Journal article Open Access
Pelaez, Kevin; Levine, Richard; Fan, Juanjuan; Guarcello, Maureen; Laumakis, Mark
Higher education institutions often examine performance discrepancies of specific subgroups, such as students from underrepresented minority and first-generation backgrounds. An increase in educational technology and computational power has promoted research interest in using data mining tools to help identify groups of students who are academically at-risk. Institutions can then implement data-informed decisions to help promote student access, increase retention and graduation rates, and guide intervention programs. We introduce a latent class forest, a latent class analysis and a random forest ensemble that will recursively partition observations into groups to help identify at-risk students.

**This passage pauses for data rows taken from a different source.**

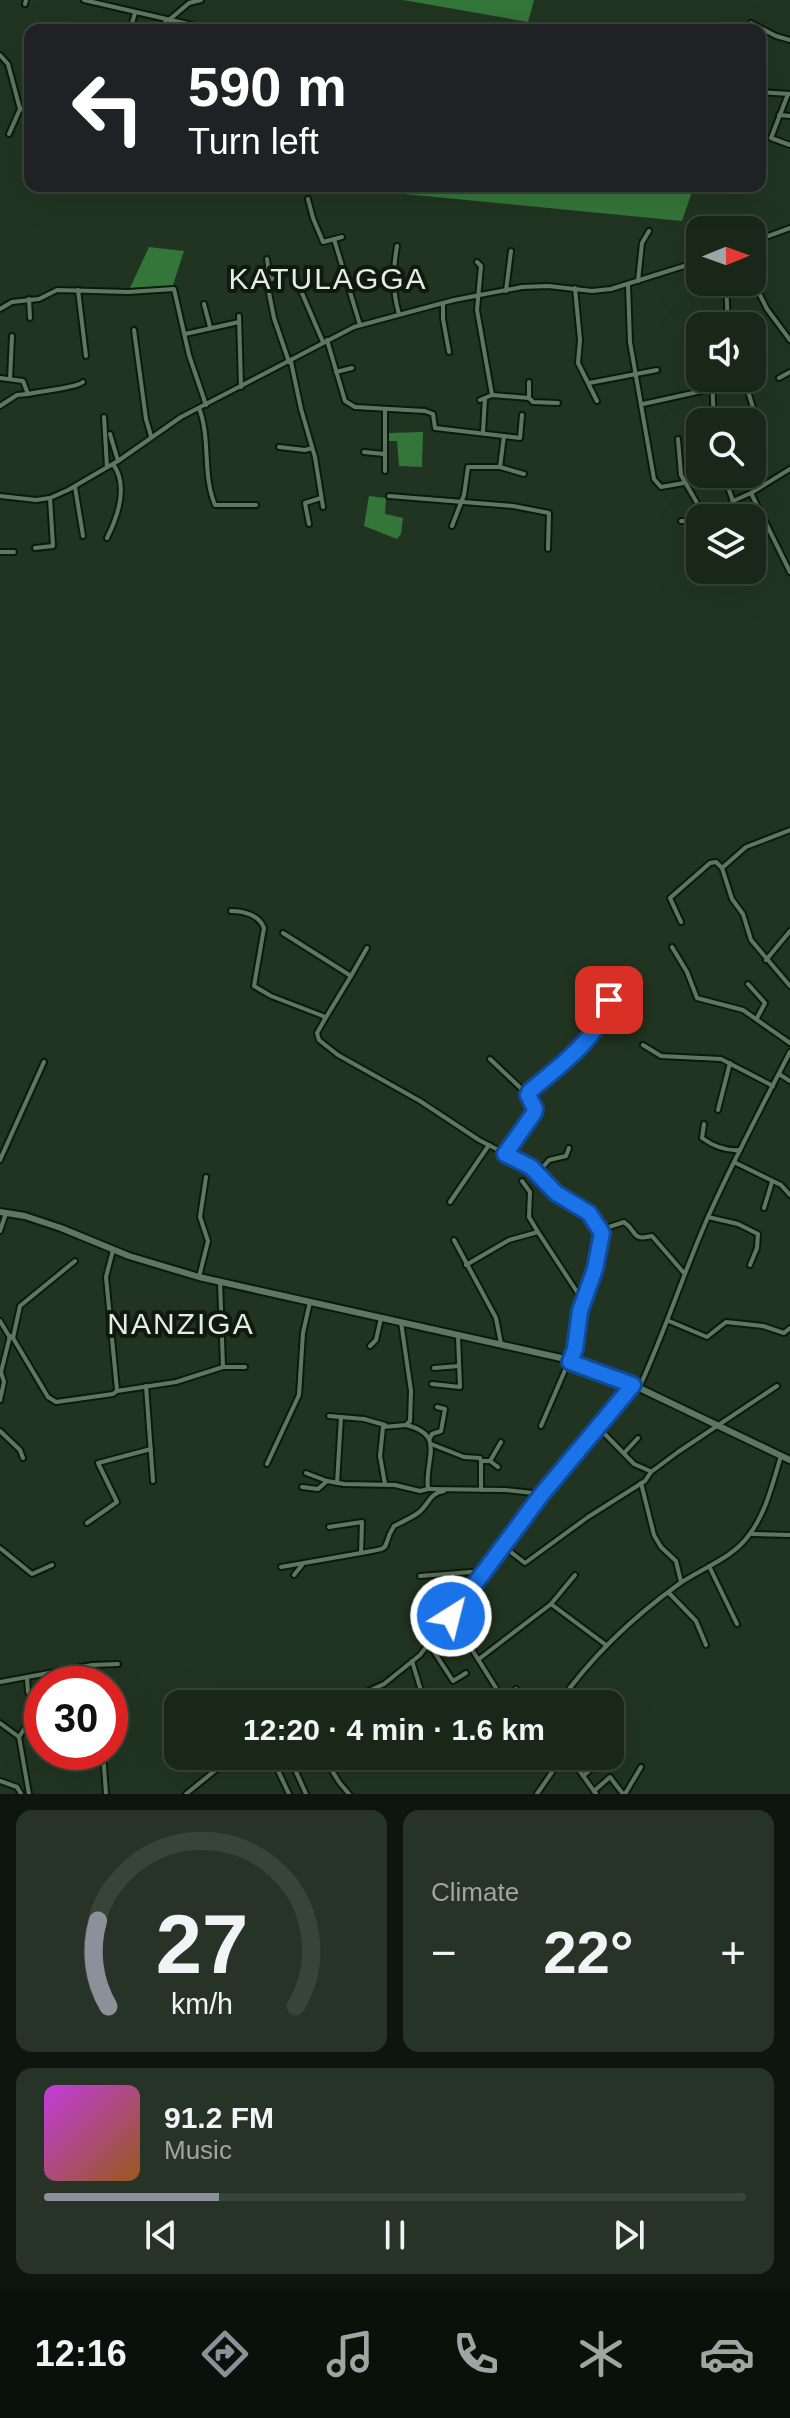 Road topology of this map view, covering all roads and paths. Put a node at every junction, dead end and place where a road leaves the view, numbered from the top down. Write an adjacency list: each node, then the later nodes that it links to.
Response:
1 (84, 0): 3 (street)
2 (201, 0): 5 (street)
3 (95, 1): 4 (street)
4 (135, 13): 5 (street); 7 (street)
5 (168, 20): 6 (street); 8 (street)
6 (177, 22): 9 (street)
7 (132, 24)
8 (166, 24)
9 (186, 24)
10 (766, 31): 11 (street)
11 (790, 40)
12 (0, 55): 15 (street)
13 (766, 92): 14 (street)
14 (789, 94): 17 (street)
15 (20, 109): 16 (street); 19 (street)
16 (24, 109)
17 (779, 115): 18 (street); 20 (street)
18 (790, 116)
19 (9, 134)
20 (790, 145)
21 (308, 199): 26 (street)
22 (790, 228): 25 (street)
23 (649, 231): 33 (street)
24 (342, 237): 26 (street)
25 (766, 237)
26 (334, 239): 46 (street)
27 (397, 246): 44 (street)
28 (511, 251): 37 (street)
29 (267, 259): 32 (street)
30 (477, 262): 38 (street)
31 (686, 266): 33 (street)
32 (270, 280): 52 (street); 55 (street)
33 (638, 281): 34 (street)
34 (628, 285): 35 (street); 60 (street)
35 (575, 288): 37 (street); 66 (street)
36 (78, 290): 40 (street); 49 (street); 54 (street)
37 (506, 291): 38 (street)
38 (479, 296): 41 (street); 70 (street)
39 (760, 296): 51 (street)
40 (29, 299): 43 (street); 45 (street)
41 (443, 303): 44 (street); 53 (street)
42 (204, 304): 47 (street)
43 (0, 309)
44 (399, 315): 46 (street)
45 (30, 318)
46 (360, 325): 52 (street)
47 (210, 327): 49 (street); 67 (street)
48 (134, 330): 83 (street)
49 (185, 334): 76 (street)
50 (12, 336): 63 (street)
51 (790, 340)
52 (325, 341): 55 (street); 58 (street)
53 (449, 352)
54 (86, 356)
55 (290, 362): 67 (street); 87 (street)
56 (352, 368): 58 (street)
57 (657, 370): 60 (street)
58 (336, 372): 78 (street)
59 (790, 372): 62 (street)
60 (637, 376): 66 (street); 74 (street)
61 (0, 378): 63 (street)
62 (779, 378)
63 (10, 379): 69 (street)
64 (83, 382): 69 (street)
65 (529, 382): 71 (street)
66 (589, 383): 72 (street)
67 (241, 387): 76 (street)
68 (697, 392): 74 (street)
69 (28, 394): 75 (street)
70 (492, 395): 71 (street); 81 (street)
71 (529, 398): 73 (street)
72 (597, 401)
73 (558, 403)
74 (643, 404): 96 (street)
75 (0, 406)
76 (206, 406): 77 (street)
77 (199, 408): 83 (street); 108 (street)
78 (385, 410): 81 (street); 89 (street)
79 (522, 415): 84 (street)
80 (104, 417): 91 (street)
81 (483, 432): 84 (street)
82 (110, 434): 90 (street)
83 (151, 436): 90 (street)
84 (504, 436): 92 (street)
85 (678, 439): 96 (street)
86 (279, 447): 87 (street)
87 (312, 448): 103 (street)
88 (364, 452): 89 (street)
89 (384, 454): 94 (street)
90 (116, 462): 91 (street); 115 (street)
91 (107, 467): 97 (street)
92 (500, 467): 95 (street); 105 (street)
93 (790, 469): 99 (street)
94 (385, 471)
95 (524, 474)
96 (684, 483): 106 (street)
97 (75, 487): 102 (street); 114 (street)
98 (728, 488): 104 (street)
99 (751, 493): 104 (street); 120 (street)
100 (0, 496): 102 (street)
101 (389, 496): 105 (street)
102 (50, 498): 116 (street)
103 (321, 498): 109 (street); 112 (street)
104 (733, 501): 107 (street)
105 (462, 503): 113 (street); 117 (street)
106 (699, 504)
107 (730, 504)
108 (256, 505)
109 (323, 507)
110 (681, 521): 111 (street)
111 (686, 521)
112 (309, 524)
113 (452, 526)
114 (83, 536)
115 (107, 538)
116 (35, 548)
117 (548, 549)
118 (0, 552): 119 (street)
119 (14, 552)
120 (790, 572)
121 (790, 830): 122 (street)
122 (722, 868): 124 (street); 129 (street)
123 (231, 911): 135 (street)
124 (681, 922)
125 (790, 931): 129 (street)
126 (283, 933): 130 (street)
127 (672, 947): 134 (street)
128 (367, 948): 130 (street)
129 (766, 960): 132 (street)
130 (351, 976): 135 (street)
131 (748, 984): 134 (street)
132 (790, 986)
133 (608, 993): 145 (street)
134 (757, 1018): 136 (street)
135 (325, 1019): 148 (street)
136 (790, 1043)
137 (643, 1045): 141 (street)
138 (789, 1056): 142 (street)
139 (490, 1059): 145 (street)
140 (44, 1062): 152 (street)
141 (730, 1063): 144 (street); 146 (street)
142 (779, 1074): 143 (street); 144 (street)
143 (790, 1081)
144 (773, 1086): 150 (street)
145 (528, 1095): 151 (street)
146 (718, 1110)
147 (704, 1124): 150 (street)
148 (489, 1145): 151 (street); 159 (street)
149 (569, 1148): 154 (street)
150 (740, 1150): 153 (street)
151 (505, 1154): 154 (street)
152 (0, 1160)
153 (734, 1162): 157 (street); 162 (street)
154 (538, 1173): 163 (street)
155 (206, 1177): 172 (street)
156 (522, 1181): 165 (street)
157 (772, 1182): 158 (street); 160 (street)
158 (790, 1195)
159 (450, 1202)
160 (764, 1208)
161 (3, 1213): 164 (street); 167 (street)
162 (708, 1217): 170 (street); 171 (street)
163 (600, 1230): 171 (street); 174 (street)
164 (0, 1231)
165 (538, 1232): 169 (street); 174 (street)
166 (454, 1240): 169 (street)
167 (113, 1250): 172 (street); 194 (street)
168 (75, 1261): 182 (street)
169 (466, 1265): 183 (street)
170 (750, 1265)
171 (684, 1273): 178 (street)
172 (199, 1277): 173 (street)
173 (220, 1281): 175 (street); 187 (street)
174 (583, 1301): 185 (street)
175 (310, 1302): 176 (street); 215 (street)
176 (381, 1318): 179 (street); 184 (street)
177 (0, 1321): 182 (street)
178 (669, 1321): 180 (street); 192 (street)
179 (401, 1322): 181 (street); 200 (street)
180 (790, 1328)
181 (459, 1334): 183 (street); 186 (street)
182 (12, 1337): 194 (street); 195 (street)
183 (501, 1344): 185 (street)
184 (370, 1346)
185 (569, 1362): 192 (street); 202 (street)
186 (459, 1366): 189 (street); 190 (street)
187 (223, 1367): 188 (street); 191 (street)
188 (245, 1367)
189 (434, 1368)
190 (432, 1384)
191 (146, 1386): 194 (street); 208 (street)
192 (636, 1386): 201 (street); 203 (street)
193 (777, 1386): 201 (street)
194 (117, 1391)
195 (0, 1400)
196 (437, 1407): 206 (street)
197 (329, 1416): 198 (street)
198 (341, 1417): 199 (street); 221 (street)
199 (385, 1425): 200 (street); 223 (street)
200 (410, 1425): 206 (street)
201 (720, 1425): 210 (street); 217 (street)
202 (541, 1426)
203 (598, 1427): 209 (street); 228 (street)
204 (0, 1431): 211 (street)
205 (638, 1438): 209 (street)
206 (430, 1441): 213 (street); 225 (street)
207 (501, 1442): 214 (street)
208 (151, 1449): 219 (street); 229 (street)
209 (624, 1453): 217 (street)
210 (781, 1456): 212 (street); 231 (street)
211 (23, 1458)
212 (790, 1460)
213 (481, 1461): 214 (street); 226 (street)
214 (490, 1461): 216 (street)
215 (267, 1464)
216 (498, 1467)
217 (651, 1472): 222 (street)
218 (306, 1473): 220 (street)
219 (153, 1481)
220 (327, 1481): 221 (street); 224 (street)
221 (337, 1483): 223 (street)
222 (641, 1483): 233 (street); 244 (street)
223 (385, 1484): 225 (street)
224 (302, 1487)
225 (428, 1489): 227 (street)
226 (481, 1490): 227 (street); 228 (street)
227 (444, 1491): 235 (street)
228 (542, 1494): 233 (street)
229 (87, 1523)
230 (329, 1527): 235 (street)
231 (751, 1534): 232 (street); 238 (street)
232 (790, 1535)
233 (503, 1546): 240 (street)
234 (0, 1548): 237 (street)
235 (361, 1553): 236 (street)
236 (304, 1563): 239 (street); 241 (street)
237 (52, 1565)
238 (709, 1566): 244 (street); 248 (street)
239 (281, 1567)
240 (484, 1571): 243 (street); 247 (street)
241 (294, 1575)
242 (575, 1575): 246 (street)
243 (420, 1576)
244 (681, 1583): 245 (street)
245 (669, 1593): 250 (street); 251 (street)
246 (551, 1604): 250 (street); 252 (street)
247 (451, 1616): 249 (street); 252 (street)
248 (737, 1624)
249 (429, 1644): 253 (street); 256 (street)
250 (606, 1645): 262 (street)
251 (706, 1645)
252 (479, 1659): 261 (street)
253 (412, 1661): 259 (street); 260 (street)
254 (118, 1664): 255 (street)
255 (87, 1666)
256 (466, 1673)
257 (24, 1678): 258 (street)
258 (0, 1682)
259 (371, 1690)
260 (421, 1690)
261 (498, 1690)
262 (568, 1690)
263 (0, 1723): 265 (street)
264 (24, 1730): 265 (street)
265 (19, 1737): 280 (street)
266 (641, 1767): 287 (street)
267 (104, 1770): 281 (street)
268 (217, 1770): 277 (street)
269 (278, 1770): 283 (street)
270 (293, 1770): 284 (street)
271 (333, 1770): 285 (street)
272 (555, 1770): 286 (street)
273 (578, 1770): 275 (street)
274 (590, 1770): 275 (street)
275 (583, 1776): 278 (street)
276 (0, 1781): 279 (street)
277 (193, 1792): 282 (street)
278 (595, 1793): 287 (street)
279 (21, 1794)
280 (29, 1794)
281 (106, 1794)
282 (186, 1794)
283 (289, 1794)
284 (306, 1794)
285 (349, 1794)
286 (537, 1794)
287 (624, 1794) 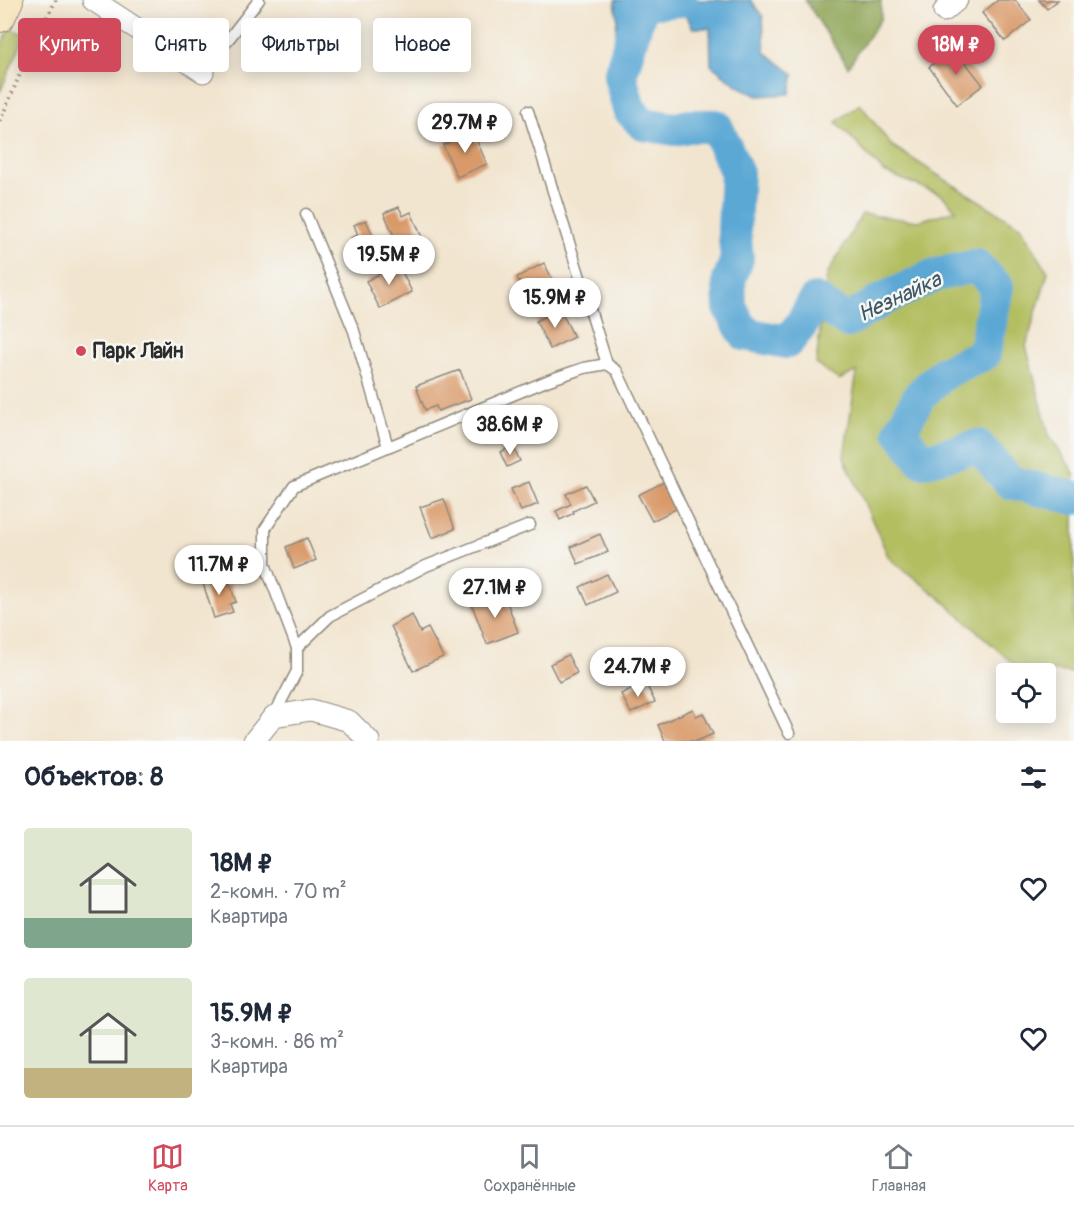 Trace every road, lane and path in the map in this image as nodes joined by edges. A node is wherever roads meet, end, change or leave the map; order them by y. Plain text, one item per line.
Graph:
1 (8, 0) edge
2 (56, 0) edge
3 (93, 0) edge
4 (259, 0) edge
5 (0, 17) edge
6 (133, 26) edge
7 (229, 39) edge
8 (528, 111) dead end
9 (0, 121) edge
10 (306, 214) dead end
11 (607, 363) junction
12 (388, 447) junction
13 (530, 525) dead end
14 (297, 648) junction
15 (274, 716) junction
16 (789, 733) dead end
17 (254, 741) edge
18 (369, 741) edge

1 - 5 main road
2 - 9 path
3 - 6 street
4 - 7 lane
8 - 11 lane
10 - 12 lane
11 - 12 lane
11 - 16 lane
12 - 14 lane
13 - 14 lane
14 - 15 lane
15 - 17 street
15 - 18 street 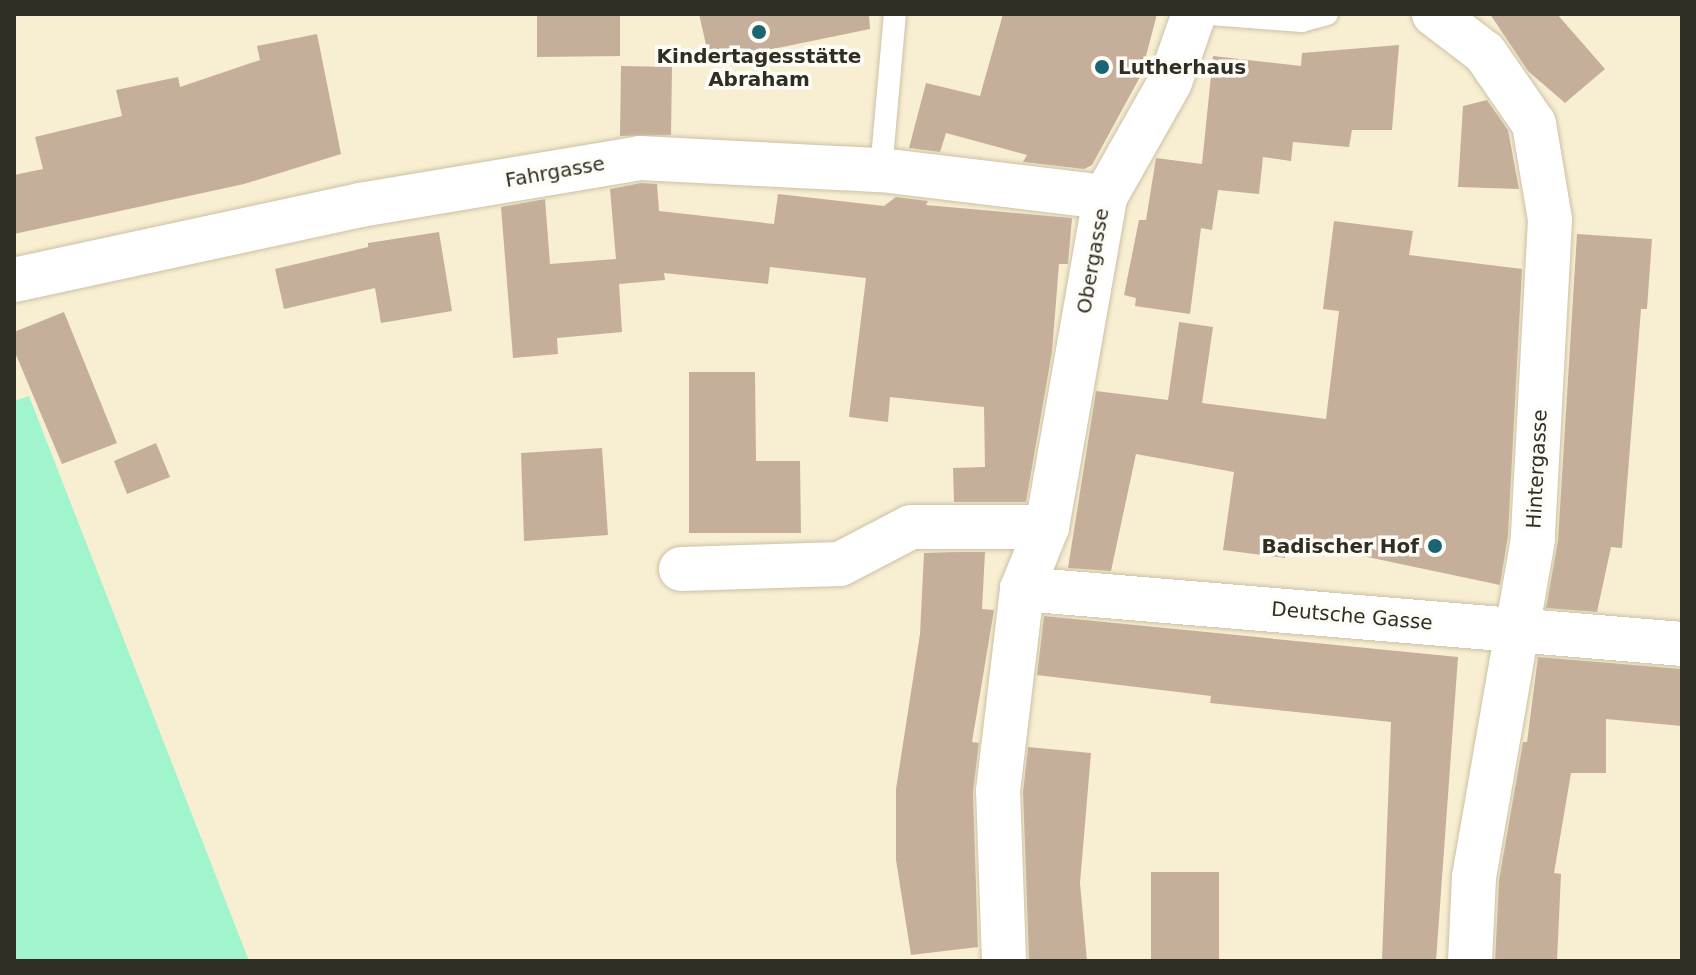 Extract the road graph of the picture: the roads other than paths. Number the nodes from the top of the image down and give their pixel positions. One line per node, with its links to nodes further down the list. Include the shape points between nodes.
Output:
1 (895, 14): 6 (lane)
2 (1194, 14): 7 (street, Obergasse, via 1170,82)
3 (1210, 14): 4 (lane, via 1302,21)
4 (1327, 14)
5 (1434, 14): 12 (street, Hintergasse, via 1485,53 1534,124 1550,220 1533,539)
6 (881, 170): 7 (street, Fahrgasse); 8 (street, Fahrgasse, via 640,158 360,205)
7 (1105, 197): 9 (street, Obergasse)
8 (14, 280)
9 (1047, 527): 10 (street, via 911,527 840,564); 11 (street, Obergasse)
10 (681, 569)
11 (1022, 589): 12 (street, Deutsche Gasse); 14 (street, Obergasse, via 998,791)
12 (1515, 630): 13 (street, Deutsche Gasse); 15 (street, Hintergasse, via 1474,877)
13 (1682, 644)
14 (1004, 961)
15 (1470, 961)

The procedure is a form of model-based hierarchical clustering that relies on latent class trees to optimally identify subgroups. We motivate and apply our latent class forest method to identify key demographic and academic characteristics of at-risk students in a large enrollment, bottleneck introductory psychology course at San Diego State University (SDSU). A post hoc analysis is conducted to measure the efficacy of Supplemental Instruction (SI) across these groups. SI is a peer-led academic intervention that targets historically challenging courses and aims to increase student performance. In doing so, we are able to identify populations that benefit most from SI to guide program recruitment and help increase the introductory psychology course success rate.